What happened to the idea of fixing up HTML for lynx with external
programs?   After all, that would be much more flexible, you can tune
some external script more easily for a specific situation than trying
to find the optimal tweaks in Lynx C code (which would likely work
well only in some cases, and work badly in other cases).

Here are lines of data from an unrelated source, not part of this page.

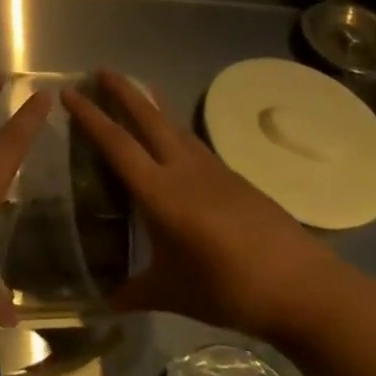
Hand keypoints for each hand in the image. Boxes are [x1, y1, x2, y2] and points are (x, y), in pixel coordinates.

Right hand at [61, 69, 341, 339]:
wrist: (305, 289)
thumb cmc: (230, 289)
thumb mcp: (173, 293)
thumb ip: (133, 293)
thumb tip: (101, 304)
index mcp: (161, 193)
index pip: (117, 145)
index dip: (90, 117)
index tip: (69, 93)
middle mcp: (184, 171)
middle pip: (148, 119)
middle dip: (123, 92)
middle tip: (101, 70)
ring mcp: (214, 171)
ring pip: (175, 126)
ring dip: (152, 104)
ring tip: (138, 87)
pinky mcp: (235, 179)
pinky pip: (195, 143)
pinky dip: (176, 129)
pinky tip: (175, 137)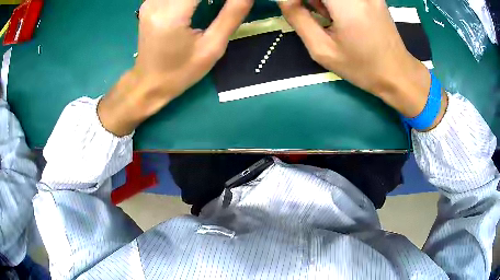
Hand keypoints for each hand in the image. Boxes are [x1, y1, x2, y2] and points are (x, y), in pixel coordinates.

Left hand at [98, 0, 252, 135]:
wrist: (149, 83)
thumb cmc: (181, 72)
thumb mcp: (212, 47)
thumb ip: (232, 14)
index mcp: (172, 15)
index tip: (237, 1)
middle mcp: (157, 3)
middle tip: (227, 5)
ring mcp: (150, 1)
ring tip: (213, 6)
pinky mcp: (149, 3)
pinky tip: (199, 4)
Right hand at [279, 0, 446, 127]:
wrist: (401, 76)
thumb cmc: (364, 70)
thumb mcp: (322, 50)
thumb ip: (299, 18)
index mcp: (346, 3)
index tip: (289, 7)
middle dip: (309, 2)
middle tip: (307, 15)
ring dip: (320, 2)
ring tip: (322, 18)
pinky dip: (332, 2)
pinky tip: (333, 14)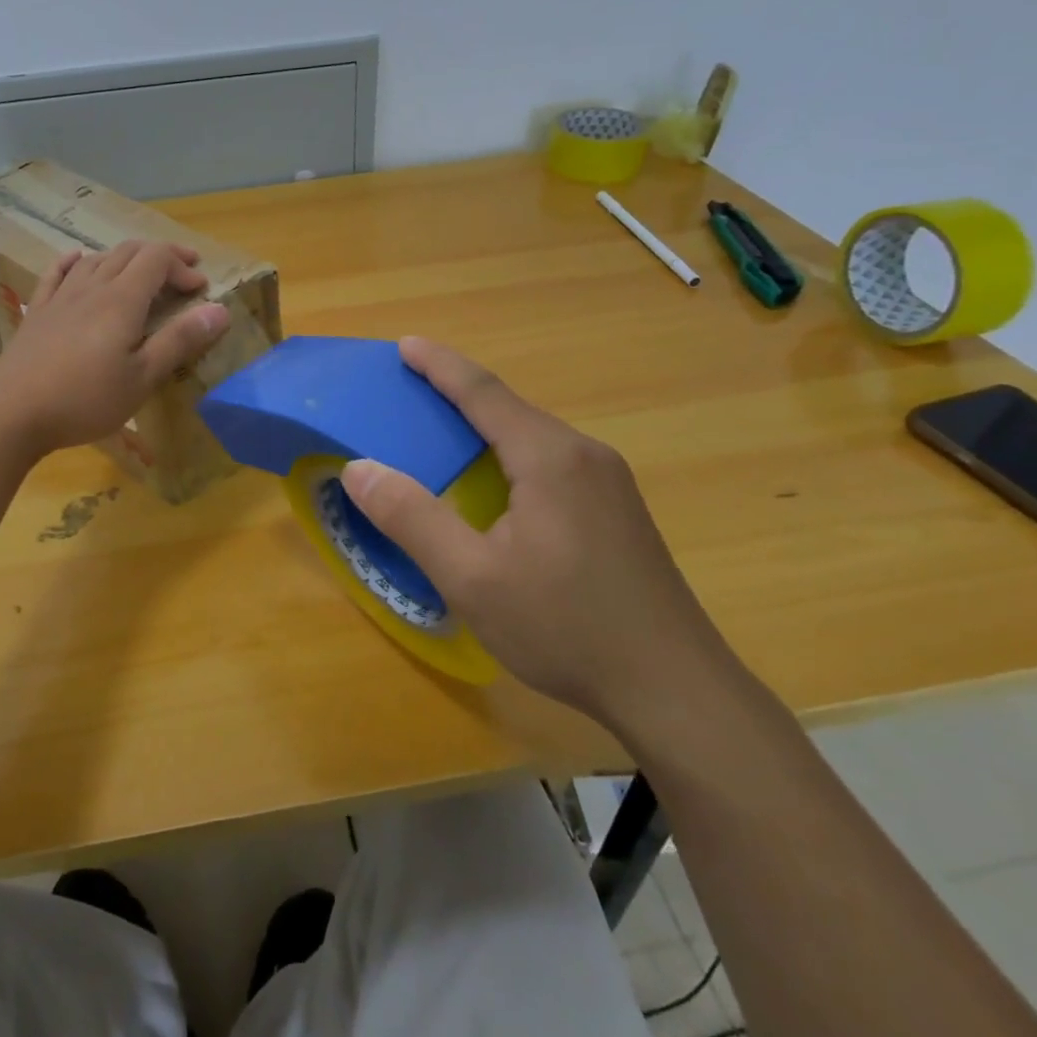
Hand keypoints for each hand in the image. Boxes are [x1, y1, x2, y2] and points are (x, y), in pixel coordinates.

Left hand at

See the example lynxcgi method, and instructions, given in
<http://www.flora.org/lynx-dev/html/month0799/msg00098.html>.
Here is a script, to use in place of the one in that message,
that works for your table:

(disclaimer: your sed may act slightly differently, this is
 GNU sed version 2.05)

#! /bin/sh
lynx -mime_header "$QUERY_STRING" | \
sed \
-e "\
/<[Tt][Aa][Bb][Ll][Ee]/,/<\/[Tt][Aa][Bb][Ll][Ee]/{;\
  :L;\
/<TD/{;\
/<\/TD>/!{;\
   N;\
   bL\
  }
 }
 s/\n//g;\
 s/<\/\?FONT[^>]*>//g;\
 s/<B><P \(ALIGN=\"[a-zA-Z]\+\"\)>/<P \1><B>/g;\
 s/<TD \([^>]*\)><P \([^>]*\)>/<TD \1 \2><P>/g;\
 s/<\/\?[Pp]\( [^>]*\)\?>//g;\
}"

What it does:
- between <TABLE> and </TABLE>
  - if a line has "<TD", join subsequent lines until there is also
    a "</TD>" on the combined line
  - remove "<FONT>" and "</FONT>"
  - Move "<B>" from before "<P>" to after it.  (This, together with the
    previous, get rid of invalid nesting.)
  - move attributes of <P> to become attributes of preceding "<TD>".
    This moves "up" ALIGN attributes so TRST can honor them.
  - finally get rid of "<P>" and "</P>".

(I'm sure this could be simplified more.  It's probably much easier
to do, and less cryptic, in perl.)
Try to do the equivalent in Lynx's C code, but generalized enough that it
deals with more than a specific example.